The requirements for exporting to Canada have been broken out into three categories.

  • Construction requirements
  • Documentation
  • Additional documentation  not related to Canadian Responsible Officer (CRO) responsibilities

American and Canadian flagsConstruction Requirements:

  • Transport Canada has published a set of national Construction Standards for Small Vessels, referred to as TP1332. The current standards were issued in April of 2010. These standards are available at no charge and can be found here.
  • As an alternative to TP 1332 Standards, Transport Canada issued the TIER I Policy, Acceptance of alternative construction requirements for small vessels (ABYC Standards). Details on this policy can be found here.
    • The TIER I Policy used in combination with a Memorandum of Understanding (MOU) between Transport Canada and NMMA enables NMMA Certified boat and yacht manufacturers to ease the process of determining and declaring compliance with Canadian Regulations. More information on the MOU can be found here.
    • When using the MOU, it is important to understand that some deviations between the applied ABYC standards and TP 1332 requirements exist. These deviations include:
      • All Safety Notices prescribed by the Small Vessel Regulations and the alternative ABYC standards must be provided in English and French.
      • All units marked on the vessels and accompanying documentation must use the International System of Units (SI).
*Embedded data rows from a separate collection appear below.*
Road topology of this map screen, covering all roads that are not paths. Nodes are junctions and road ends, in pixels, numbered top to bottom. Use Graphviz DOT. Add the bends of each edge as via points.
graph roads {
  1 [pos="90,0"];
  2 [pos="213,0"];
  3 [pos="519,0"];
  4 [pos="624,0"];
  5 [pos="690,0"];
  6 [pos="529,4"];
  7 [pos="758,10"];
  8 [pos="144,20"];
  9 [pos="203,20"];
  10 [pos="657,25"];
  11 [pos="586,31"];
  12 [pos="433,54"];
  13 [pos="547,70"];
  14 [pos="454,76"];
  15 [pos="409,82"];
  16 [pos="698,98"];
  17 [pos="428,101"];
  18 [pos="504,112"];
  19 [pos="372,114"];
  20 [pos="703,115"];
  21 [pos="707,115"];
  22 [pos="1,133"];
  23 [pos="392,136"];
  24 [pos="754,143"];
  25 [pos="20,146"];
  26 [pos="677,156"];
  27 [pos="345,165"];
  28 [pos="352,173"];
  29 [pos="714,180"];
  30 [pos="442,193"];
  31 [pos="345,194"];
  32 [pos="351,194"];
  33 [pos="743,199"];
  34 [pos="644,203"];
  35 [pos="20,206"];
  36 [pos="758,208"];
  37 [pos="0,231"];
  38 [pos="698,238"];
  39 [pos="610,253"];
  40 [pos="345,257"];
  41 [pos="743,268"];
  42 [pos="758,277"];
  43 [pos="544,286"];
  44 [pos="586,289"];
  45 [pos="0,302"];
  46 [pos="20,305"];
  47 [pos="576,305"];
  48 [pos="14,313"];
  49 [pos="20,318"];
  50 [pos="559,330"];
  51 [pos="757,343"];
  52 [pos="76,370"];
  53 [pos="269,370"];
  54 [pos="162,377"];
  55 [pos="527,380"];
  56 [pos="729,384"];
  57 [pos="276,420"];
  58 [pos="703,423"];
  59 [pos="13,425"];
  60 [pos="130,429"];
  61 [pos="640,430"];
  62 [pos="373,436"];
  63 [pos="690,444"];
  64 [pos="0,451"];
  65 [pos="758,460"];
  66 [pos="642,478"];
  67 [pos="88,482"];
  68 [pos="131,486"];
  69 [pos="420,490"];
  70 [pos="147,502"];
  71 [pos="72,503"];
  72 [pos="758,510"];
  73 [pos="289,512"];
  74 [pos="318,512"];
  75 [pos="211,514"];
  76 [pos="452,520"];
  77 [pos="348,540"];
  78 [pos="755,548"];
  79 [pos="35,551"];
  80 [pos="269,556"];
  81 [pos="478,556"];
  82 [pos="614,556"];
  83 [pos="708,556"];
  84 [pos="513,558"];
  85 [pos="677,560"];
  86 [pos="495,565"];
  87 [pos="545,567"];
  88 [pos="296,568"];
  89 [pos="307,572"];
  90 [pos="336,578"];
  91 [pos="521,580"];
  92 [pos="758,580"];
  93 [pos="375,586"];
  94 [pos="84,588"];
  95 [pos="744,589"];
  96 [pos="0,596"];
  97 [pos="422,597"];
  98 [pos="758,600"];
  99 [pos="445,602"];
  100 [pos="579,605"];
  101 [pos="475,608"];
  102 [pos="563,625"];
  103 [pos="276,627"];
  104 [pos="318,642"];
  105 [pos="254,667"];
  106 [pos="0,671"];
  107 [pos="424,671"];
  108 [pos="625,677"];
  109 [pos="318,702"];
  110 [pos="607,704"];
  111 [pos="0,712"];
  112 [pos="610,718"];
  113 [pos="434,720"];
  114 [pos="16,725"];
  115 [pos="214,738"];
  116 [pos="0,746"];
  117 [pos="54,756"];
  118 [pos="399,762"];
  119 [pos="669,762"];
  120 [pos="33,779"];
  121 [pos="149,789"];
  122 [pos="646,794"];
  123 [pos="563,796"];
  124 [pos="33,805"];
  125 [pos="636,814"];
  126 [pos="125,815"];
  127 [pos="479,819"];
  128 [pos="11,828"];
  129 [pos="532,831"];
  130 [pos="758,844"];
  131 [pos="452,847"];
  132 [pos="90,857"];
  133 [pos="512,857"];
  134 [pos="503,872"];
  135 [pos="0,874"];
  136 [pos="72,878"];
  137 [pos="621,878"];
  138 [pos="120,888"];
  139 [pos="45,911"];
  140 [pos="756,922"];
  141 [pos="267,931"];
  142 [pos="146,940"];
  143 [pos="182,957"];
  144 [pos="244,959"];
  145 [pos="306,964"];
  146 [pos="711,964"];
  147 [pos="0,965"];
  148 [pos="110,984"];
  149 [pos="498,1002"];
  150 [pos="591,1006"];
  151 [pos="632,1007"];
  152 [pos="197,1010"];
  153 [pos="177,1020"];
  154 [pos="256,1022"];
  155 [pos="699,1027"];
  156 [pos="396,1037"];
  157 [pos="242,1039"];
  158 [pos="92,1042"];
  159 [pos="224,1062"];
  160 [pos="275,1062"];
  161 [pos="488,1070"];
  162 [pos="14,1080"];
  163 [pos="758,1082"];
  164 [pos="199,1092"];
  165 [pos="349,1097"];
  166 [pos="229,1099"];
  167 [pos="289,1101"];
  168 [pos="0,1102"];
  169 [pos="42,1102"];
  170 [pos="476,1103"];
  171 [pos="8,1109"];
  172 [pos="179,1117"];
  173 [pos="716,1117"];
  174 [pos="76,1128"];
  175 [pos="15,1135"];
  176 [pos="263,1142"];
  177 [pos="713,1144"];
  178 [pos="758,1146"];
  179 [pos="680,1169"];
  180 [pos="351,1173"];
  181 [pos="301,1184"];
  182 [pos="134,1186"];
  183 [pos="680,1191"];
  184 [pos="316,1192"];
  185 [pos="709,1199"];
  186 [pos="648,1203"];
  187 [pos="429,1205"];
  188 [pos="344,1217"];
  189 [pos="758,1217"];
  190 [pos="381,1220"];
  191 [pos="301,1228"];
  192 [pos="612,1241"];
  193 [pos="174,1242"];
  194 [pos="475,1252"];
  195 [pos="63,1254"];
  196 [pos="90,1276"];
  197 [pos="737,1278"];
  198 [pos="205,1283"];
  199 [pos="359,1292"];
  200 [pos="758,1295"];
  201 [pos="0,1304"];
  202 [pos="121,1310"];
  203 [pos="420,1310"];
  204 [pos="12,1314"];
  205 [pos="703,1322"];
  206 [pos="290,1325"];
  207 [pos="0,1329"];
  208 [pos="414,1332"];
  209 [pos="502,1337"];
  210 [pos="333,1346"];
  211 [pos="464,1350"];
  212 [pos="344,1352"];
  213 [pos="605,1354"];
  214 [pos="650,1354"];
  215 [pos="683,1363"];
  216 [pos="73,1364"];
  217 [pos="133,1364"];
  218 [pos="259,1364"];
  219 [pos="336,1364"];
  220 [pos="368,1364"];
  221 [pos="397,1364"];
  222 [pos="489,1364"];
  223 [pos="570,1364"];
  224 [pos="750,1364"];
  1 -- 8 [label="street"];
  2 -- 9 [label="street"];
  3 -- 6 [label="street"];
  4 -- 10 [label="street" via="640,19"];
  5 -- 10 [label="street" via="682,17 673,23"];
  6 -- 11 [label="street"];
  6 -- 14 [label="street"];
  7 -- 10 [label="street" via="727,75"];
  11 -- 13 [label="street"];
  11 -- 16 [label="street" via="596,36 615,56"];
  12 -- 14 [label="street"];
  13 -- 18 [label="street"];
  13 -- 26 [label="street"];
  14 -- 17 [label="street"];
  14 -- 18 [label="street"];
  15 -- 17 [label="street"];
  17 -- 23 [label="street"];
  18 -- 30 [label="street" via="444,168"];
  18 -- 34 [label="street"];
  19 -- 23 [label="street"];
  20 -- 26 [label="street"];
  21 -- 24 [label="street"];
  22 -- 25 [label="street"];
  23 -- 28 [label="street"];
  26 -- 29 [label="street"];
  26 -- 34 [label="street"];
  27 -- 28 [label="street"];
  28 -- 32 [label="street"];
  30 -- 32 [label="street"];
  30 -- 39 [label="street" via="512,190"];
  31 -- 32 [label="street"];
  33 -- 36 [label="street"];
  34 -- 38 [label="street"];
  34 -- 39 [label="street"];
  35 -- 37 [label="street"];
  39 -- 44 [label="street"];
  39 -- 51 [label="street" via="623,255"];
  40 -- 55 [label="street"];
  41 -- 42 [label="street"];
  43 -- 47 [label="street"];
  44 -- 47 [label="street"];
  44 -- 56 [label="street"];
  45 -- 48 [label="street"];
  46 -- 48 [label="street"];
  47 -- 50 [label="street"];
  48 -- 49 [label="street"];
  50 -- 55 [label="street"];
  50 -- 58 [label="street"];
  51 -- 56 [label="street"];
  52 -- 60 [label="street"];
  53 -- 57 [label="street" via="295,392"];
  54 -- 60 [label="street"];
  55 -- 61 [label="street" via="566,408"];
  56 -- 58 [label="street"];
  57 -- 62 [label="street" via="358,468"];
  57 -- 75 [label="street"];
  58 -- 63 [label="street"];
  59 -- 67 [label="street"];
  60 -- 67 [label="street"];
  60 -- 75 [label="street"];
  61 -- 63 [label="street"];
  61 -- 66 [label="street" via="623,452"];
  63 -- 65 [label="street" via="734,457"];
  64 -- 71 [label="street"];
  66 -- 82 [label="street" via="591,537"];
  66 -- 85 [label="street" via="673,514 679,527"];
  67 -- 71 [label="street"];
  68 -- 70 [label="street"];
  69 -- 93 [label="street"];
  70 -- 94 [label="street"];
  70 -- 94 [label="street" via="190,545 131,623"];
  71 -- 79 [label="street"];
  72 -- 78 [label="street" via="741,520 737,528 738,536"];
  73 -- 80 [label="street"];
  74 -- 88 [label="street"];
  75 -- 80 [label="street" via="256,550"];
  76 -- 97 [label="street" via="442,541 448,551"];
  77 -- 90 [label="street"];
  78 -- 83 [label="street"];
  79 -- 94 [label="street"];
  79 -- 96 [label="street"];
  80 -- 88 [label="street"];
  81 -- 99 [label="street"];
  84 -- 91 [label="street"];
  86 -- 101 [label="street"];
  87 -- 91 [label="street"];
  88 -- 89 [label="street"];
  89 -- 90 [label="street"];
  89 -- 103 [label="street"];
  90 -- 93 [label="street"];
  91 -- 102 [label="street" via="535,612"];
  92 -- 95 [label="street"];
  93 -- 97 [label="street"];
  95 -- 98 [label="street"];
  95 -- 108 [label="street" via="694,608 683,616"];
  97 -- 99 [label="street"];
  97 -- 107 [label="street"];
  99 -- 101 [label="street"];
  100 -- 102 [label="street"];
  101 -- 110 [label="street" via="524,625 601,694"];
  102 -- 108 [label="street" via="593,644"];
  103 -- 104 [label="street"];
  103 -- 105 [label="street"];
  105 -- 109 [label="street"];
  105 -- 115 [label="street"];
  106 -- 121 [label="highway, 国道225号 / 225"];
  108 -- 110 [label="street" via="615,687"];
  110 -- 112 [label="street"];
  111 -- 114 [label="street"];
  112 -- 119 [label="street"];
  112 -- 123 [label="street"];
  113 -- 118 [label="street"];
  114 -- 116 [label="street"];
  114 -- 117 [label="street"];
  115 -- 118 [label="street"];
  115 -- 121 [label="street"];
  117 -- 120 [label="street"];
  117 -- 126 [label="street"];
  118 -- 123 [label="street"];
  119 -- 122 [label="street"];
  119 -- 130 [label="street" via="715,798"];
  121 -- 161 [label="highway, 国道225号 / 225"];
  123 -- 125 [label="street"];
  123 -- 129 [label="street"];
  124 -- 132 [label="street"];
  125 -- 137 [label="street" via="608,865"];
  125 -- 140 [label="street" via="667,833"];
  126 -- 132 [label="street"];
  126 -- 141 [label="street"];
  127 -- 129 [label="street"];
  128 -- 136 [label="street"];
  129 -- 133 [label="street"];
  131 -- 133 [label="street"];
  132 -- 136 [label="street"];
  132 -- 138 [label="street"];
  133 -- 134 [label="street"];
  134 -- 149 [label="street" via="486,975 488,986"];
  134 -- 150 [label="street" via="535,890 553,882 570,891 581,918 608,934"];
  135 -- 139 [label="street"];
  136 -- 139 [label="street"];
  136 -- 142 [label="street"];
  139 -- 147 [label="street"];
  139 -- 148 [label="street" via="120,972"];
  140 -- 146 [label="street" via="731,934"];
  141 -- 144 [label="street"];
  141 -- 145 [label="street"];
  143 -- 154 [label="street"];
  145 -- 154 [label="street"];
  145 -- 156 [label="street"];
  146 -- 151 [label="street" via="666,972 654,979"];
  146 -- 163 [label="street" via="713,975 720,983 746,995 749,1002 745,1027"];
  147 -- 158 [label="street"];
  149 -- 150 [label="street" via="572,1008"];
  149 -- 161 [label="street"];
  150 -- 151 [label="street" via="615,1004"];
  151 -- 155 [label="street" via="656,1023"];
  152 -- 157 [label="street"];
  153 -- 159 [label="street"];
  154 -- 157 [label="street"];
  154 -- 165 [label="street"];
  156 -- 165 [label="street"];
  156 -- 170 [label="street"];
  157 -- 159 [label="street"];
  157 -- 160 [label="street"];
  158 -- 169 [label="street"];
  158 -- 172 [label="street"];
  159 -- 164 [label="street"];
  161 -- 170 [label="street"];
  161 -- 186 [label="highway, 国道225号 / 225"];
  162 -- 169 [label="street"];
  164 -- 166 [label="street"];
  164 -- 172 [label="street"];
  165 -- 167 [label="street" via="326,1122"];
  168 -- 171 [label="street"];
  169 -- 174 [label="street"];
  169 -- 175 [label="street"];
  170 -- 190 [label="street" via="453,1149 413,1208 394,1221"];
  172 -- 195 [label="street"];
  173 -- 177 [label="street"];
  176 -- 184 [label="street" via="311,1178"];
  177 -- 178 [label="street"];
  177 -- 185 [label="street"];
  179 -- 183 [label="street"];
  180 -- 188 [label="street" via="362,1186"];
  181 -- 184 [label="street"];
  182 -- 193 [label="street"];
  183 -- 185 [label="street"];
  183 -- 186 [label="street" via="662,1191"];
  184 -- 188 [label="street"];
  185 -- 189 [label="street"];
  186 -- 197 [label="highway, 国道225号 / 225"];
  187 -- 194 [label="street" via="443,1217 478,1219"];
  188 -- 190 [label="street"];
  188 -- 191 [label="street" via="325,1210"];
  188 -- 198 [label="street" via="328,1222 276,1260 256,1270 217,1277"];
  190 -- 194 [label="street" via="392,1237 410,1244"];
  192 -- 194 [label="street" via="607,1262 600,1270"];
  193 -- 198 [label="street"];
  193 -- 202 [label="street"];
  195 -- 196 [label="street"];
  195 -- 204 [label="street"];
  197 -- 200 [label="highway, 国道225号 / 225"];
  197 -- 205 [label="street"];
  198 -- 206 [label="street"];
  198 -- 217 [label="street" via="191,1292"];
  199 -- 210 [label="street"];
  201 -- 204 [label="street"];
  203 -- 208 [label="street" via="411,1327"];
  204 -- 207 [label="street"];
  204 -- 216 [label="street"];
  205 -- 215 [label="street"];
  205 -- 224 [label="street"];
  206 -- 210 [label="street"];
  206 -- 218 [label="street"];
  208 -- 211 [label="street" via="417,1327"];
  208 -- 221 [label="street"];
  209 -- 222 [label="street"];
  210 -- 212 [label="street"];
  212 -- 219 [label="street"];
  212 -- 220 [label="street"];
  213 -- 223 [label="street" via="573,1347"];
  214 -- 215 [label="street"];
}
Additional use of pounds/inch units is permitted.
      • Where applicable, a person weight of 75 kg (165 lbs.) must be used in all calculations and tests.
  • Marine Spark-Ignition Engine, Vessel, and Off-Road Recreational Vehicle Emission Regulations: any person importing a prescribed class of engine, vessel or vehicle into Canada must submit a signed declaration to the Minister prior to importation.
    • The U.S. EPA emission requirements are accepted as an equivalent to the Canadian Marine Spark-Ignition Engine, Vessel, and Off-Road Recreational Vehicle Emission Regulation.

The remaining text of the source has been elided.